Homeowners scramble for alternatives in anticipation of future rate increases
Tracker mortgages have doubled in demand since last month’s mini budget, according to a report by the Telegraph.
Citing data from mortgage company Twenty7Tec, the Telegraph said searches for tracker mortgages grew by 115% in the week to October 17 compared to the week before the mini budget. The company also recorded 95,000 searches last week, up 13% from the week before.
“I have not seen this level of demand for variable rate deals since before the pandemic,” Simon Gammon, founder and managing partner of Knight Frank Finance, told the Telegraph.
According to the publication, monthly repayments for a tracker rate deal are currently £500 cheaper than a two-year fix with a £200,000 mortgage. This will likely increase in the coming months, with research consultancy Capital Economics forecasting the bank rate to jump a whole percentage point to 3.25% at the coming November 3 meeting. However, experts say homeowners still prefer it over being locked into long-term fixed-rate deals.

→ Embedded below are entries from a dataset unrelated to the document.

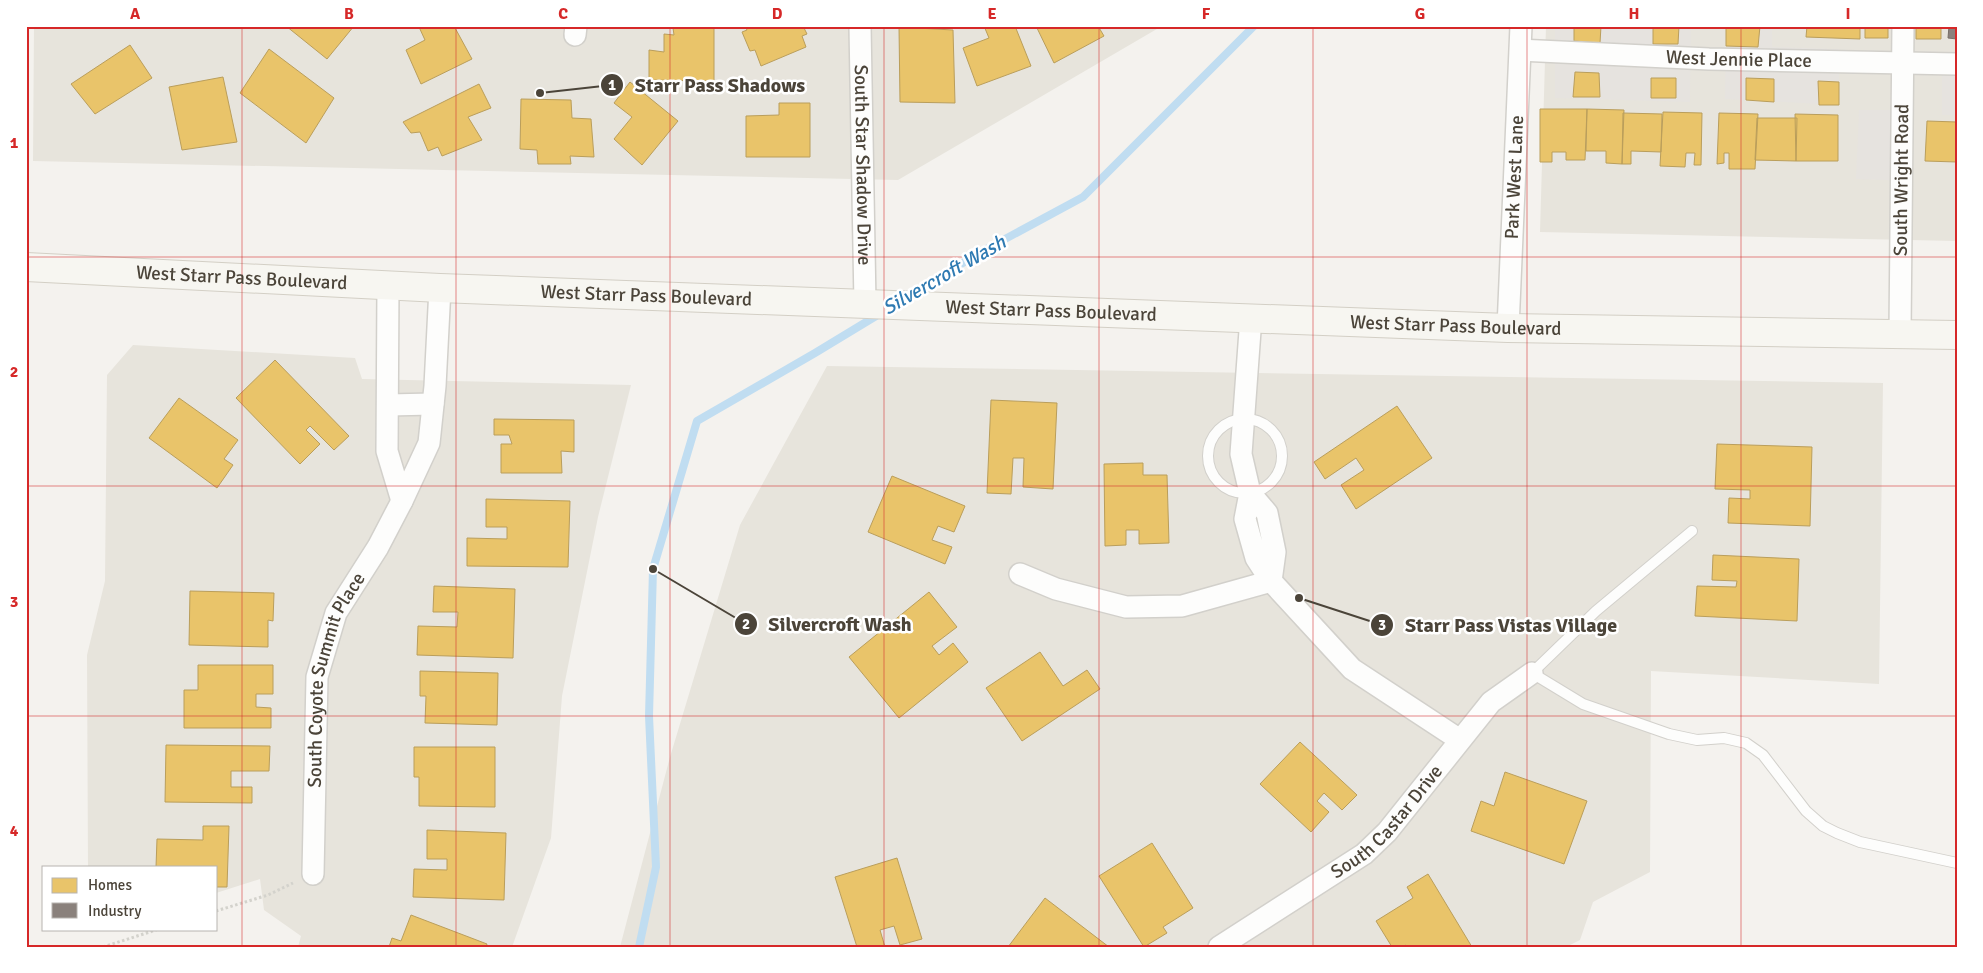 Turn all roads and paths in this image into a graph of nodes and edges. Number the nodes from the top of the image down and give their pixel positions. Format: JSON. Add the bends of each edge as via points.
{"nodes":[{"id":1,"x":860,"y":26,"type":"edge"},
{"id":2,"x":1521,"y":26,"type":"edge"},
{"id":3,"x":1903,"y":26,"type":"edge"},
{"id":4,"x":1521,"y":50,"type":"junction"},
{"id":5,"x":1902,"y":63,"type":"junction"},
{"id":6,"x":1957,"y":64,"type":"edge"},
{"id":7,"x":26,"y":267,"type":"edge"},
{"id":8,"x":388,"y":286,"type":"junction"},
{"id":9,"x":440,"y":288,"type":"junction"},
{"id":10,"x":865,"y":304,"type":"junction"},
{"id":11,"x":1251,"y":317,"type":"junction"},
{"id":12,"x":1508,"y":328,"type":"junction"},
{"id":13,"x":1900,"y":332,"type":"junction"},
{"id":14,"x":1957,"y":334,"type":"edge"},
{"id":15,"x":433,"y":404,"type":"junction"},
{"id":16,"x":388,"y":405,"type":"junction"},
{"id":17,"x":1242,"y":419,"type":"junction"},
{"id":18,"x":1250,"y":493,"type":"junction"},
{"id":19,"x":26,"y":494,"type":"edge"},
{"id":20,"x":402,"y":501,"type":"junction"},
{"id":21,"x":26,"y":516,"type":"edge"},
{"id":22,"x":1692,"y":531,"type":"dead end"},
{"id":23,"x":1020,"y":574,"type":"dead end"},
{"id":24,"x":1271,"y":581,"type":"junction"},
{"id":25,"x":1532,"y":673,"type":"junction"},
{"id":26,"x":1460,"y":740,"type":"junction"},
{"id":27,"x":1957,"y":863,"type":"edge"},
{"id":28,"x":313,"y":874,"type":"joint"},
{"id":29,"x":218,"y":910,"type":"edge"},
{"id":30,"x":156,"y":930,"type":"edge"},
{"id":31,"x":103,"y":947,"type":"edge"},
{"id":32,"x":1219,"y":947,"type":"edge"}],
"edges":[{"from":1,"to":10,"type":"street","name":"South Star Shadow Drive"},
{"from":2,"to":4,"type":"street","name":"Park West Lane"},
{"from":3,"to":5,"type":"street","name":"South Wright Road"},
{"from":4,"to":5,"type":"street","name":"West Jennie Place","via":[[1709,59]]},
{"from":4,"to":12,"type":"street","name":"Park West Lane"},
{"from":5,"to":6,"type":"street","name":"West Jennie Place"},
{"from":5,"to":13,"type":"street","name":"South Wright Road"},
{"from":7,"to":8,"type":"street","name":"West Starr Pass Boulevard"},
{"from":8,"to":9,"type":"street","name":"West Starr Pass Boulevard"},
{"from":8,"to":16,"type":"street"},
{"from":9,"to":10,"type":"street","name":"West Starr Pass Boulevard"},
{"from":9,"to":15,"type":"street","name":"South Coyote Summit Place"},
{"from":10,"to":11,"type":"street","name":"West Starr Pass Boulevard"},
{"from":11,"to":12,"type":"street","name":"West Starr Pass Boulevard"},
{"from":11,"to":17,"type":"street"},
{"from":12,"to":13,"type":"street","name":"West Starr Pass Boulevard"},
{"from":13,"to":14,"type":"street","name":"West Starr Pass Boulevard"},
{"from":15,"to":16,"type":"street"},
{"from":15,"to":20,"type":"street","name":"South Coyote Summit Place","via":[[429,443]]},
{"from":16,"to":20,"type":"street","via":[[387,451]]},
{"from":17,"to":18,"type":"street","via":[[1241,454]]},
{"from":17,"to":18,"type":"lane","via":[[1264,424],[1273,432],[1282,454],[1276,478],[1267,487]]},
{"from":17,"to":18,"type":"lane","via":[[1218,430],[1207,452],[1208,464],[1220,485],[1231,492]]},
{"from":18,"to":24,"type":"street","via":[[1245,519],[1256,558]]},
{"from":19,"to":21,"type":"path"},
{"from":20,"to":28,"type":"street","name":"South Coyote Summit Place","via":[[378,547],[336,613],[317,677]]},
{"from":22,"to":25,"type":"lane","via":[[1596,611]]},
{"from":23,"to":24,"type":"street","via":[[1056,589],[1126,607],[1182,606]]},
{"from":24,"to":26,"type":"street","via":[[1352,668]]},
{"from":25,"to":26,"type":"street","name":"South Castar Drive","via":[[1491,702]]},
{"from":25,"to":27,"type":"lane","via":[[1583,704],[1669,734],[1697,740],[1724,738],[1746,742],[1764,755],[1806,811],[1823,826],[1860,842]]},
{"from":26,"to":32,"type":"street","name":"South Castar Drive","via":[[1387,832],[1364,854]]},
{"from":28,"to":29,"type":"path","via":[[268,895]]},
{"from":30,"to":31,"type":"path"}]}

The average rate for a two-year fixed-rate mortgage has increased from 4.74% to 6.65% since the mini budget was announced in September 23, the Telegraph said, citing Moneyfacts. During the same period, the average rate for a two-year tracker mortgage only rose from 3.44% to 3.71%.

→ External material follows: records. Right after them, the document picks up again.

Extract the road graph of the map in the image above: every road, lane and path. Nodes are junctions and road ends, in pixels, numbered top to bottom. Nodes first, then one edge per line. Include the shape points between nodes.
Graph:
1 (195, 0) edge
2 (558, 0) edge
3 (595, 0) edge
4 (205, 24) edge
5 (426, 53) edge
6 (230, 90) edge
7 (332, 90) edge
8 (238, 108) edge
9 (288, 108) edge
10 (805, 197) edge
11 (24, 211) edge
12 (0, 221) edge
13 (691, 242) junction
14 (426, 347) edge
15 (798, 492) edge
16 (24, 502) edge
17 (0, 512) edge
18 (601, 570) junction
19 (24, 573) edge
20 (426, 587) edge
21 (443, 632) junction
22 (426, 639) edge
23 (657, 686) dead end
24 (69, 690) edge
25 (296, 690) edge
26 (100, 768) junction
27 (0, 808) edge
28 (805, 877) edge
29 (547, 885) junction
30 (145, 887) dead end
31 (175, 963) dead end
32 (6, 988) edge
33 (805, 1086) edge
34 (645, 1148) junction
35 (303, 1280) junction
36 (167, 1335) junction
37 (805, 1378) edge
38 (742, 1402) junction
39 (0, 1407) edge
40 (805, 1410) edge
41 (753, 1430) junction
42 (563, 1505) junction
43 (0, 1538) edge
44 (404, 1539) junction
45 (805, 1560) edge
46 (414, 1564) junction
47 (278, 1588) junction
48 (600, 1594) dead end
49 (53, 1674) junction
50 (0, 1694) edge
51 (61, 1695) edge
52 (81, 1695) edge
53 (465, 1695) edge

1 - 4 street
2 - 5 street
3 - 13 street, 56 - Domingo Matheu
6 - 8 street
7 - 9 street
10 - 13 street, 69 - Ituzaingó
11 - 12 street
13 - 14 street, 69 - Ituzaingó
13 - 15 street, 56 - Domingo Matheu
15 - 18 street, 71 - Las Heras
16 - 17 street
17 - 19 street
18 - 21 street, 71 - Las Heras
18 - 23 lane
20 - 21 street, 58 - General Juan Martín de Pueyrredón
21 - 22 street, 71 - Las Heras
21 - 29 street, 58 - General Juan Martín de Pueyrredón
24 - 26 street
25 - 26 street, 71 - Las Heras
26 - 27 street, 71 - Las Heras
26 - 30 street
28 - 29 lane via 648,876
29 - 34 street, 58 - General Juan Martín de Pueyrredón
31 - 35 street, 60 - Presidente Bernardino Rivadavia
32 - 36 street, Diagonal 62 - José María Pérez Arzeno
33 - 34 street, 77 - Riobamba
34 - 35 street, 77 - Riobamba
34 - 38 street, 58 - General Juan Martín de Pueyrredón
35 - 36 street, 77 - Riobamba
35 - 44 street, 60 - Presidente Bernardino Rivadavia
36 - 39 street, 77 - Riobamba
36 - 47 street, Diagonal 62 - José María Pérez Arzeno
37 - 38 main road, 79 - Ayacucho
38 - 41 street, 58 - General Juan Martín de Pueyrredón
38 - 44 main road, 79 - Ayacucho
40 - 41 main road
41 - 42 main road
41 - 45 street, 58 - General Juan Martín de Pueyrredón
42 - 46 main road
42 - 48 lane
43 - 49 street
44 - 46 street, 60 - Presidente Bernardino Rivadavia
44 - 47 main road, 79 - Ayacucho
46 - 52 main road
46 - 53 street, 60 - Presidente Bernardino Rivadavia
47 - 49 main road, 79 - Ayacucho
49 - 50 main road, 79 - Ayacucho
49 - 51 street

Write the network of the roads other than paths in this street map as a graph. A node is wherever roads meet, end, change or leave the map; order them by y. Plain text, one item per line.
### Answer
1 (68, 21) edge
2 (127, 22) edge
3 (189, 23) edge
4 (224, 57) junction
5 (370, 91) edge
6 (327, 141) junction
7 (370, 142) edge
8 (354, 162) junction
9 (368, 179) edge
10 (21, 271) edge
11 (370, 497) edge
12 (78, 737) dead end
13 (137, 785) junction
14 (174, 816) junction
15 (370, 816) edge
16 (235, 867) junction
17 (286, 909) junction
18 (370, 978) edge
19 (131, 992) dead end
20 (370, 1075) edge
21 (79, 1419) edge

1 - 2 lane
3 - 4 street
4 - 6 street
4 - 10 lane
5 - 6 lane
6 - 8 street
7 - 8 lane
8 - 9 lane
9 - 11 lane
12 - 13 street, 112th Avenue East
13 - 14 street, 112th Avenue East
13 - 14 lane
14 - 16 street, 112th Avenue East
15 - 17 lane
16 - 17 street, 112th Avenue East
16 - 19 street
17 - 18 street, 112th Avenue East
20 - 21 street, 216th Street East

What makes the tracker mortgage a less attractive option is how it “will almost certainly get more expensive,” according to the Telegraph, since there is no limit to how high its rate could rise.

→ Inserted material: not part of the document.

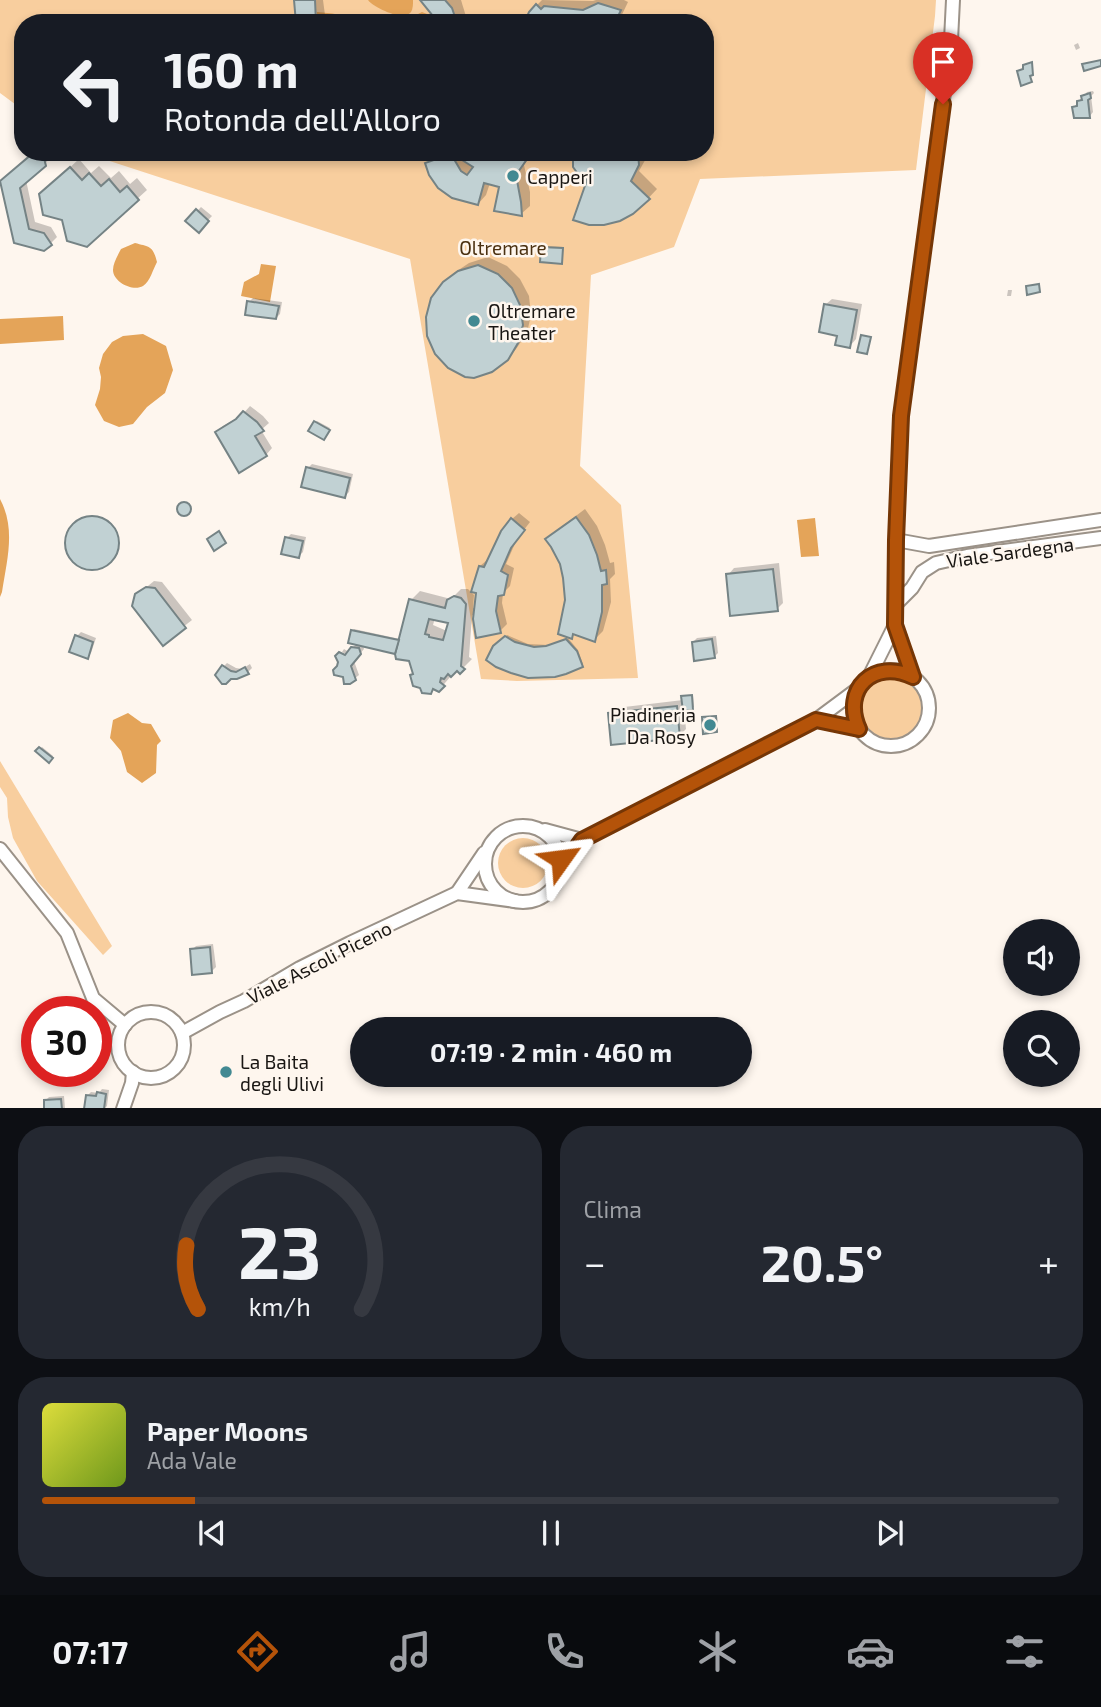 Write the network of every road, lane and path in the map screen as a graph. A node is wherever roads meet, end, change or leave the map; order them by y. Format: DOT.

“The gap between the mortgages is shifting behaviour and increasing numbers are considering whether fixed money at that price makes financial sense,” Gammon said, explaining that buyers who commit to tracker deals tend to be those “at the top end of the market” who have enough wealth to withstand larger surges in mortgage rates.
Nathan Reilly, director of customer relationships at Twenty7Tec, cautions buyers do not want to be locked into long-term deals when experts predict interest rates will decline by late 2023.
“Not everyone wants to be tied into a five-year fixed-rate if rates go down again next year,” Reilly told the Telegraph.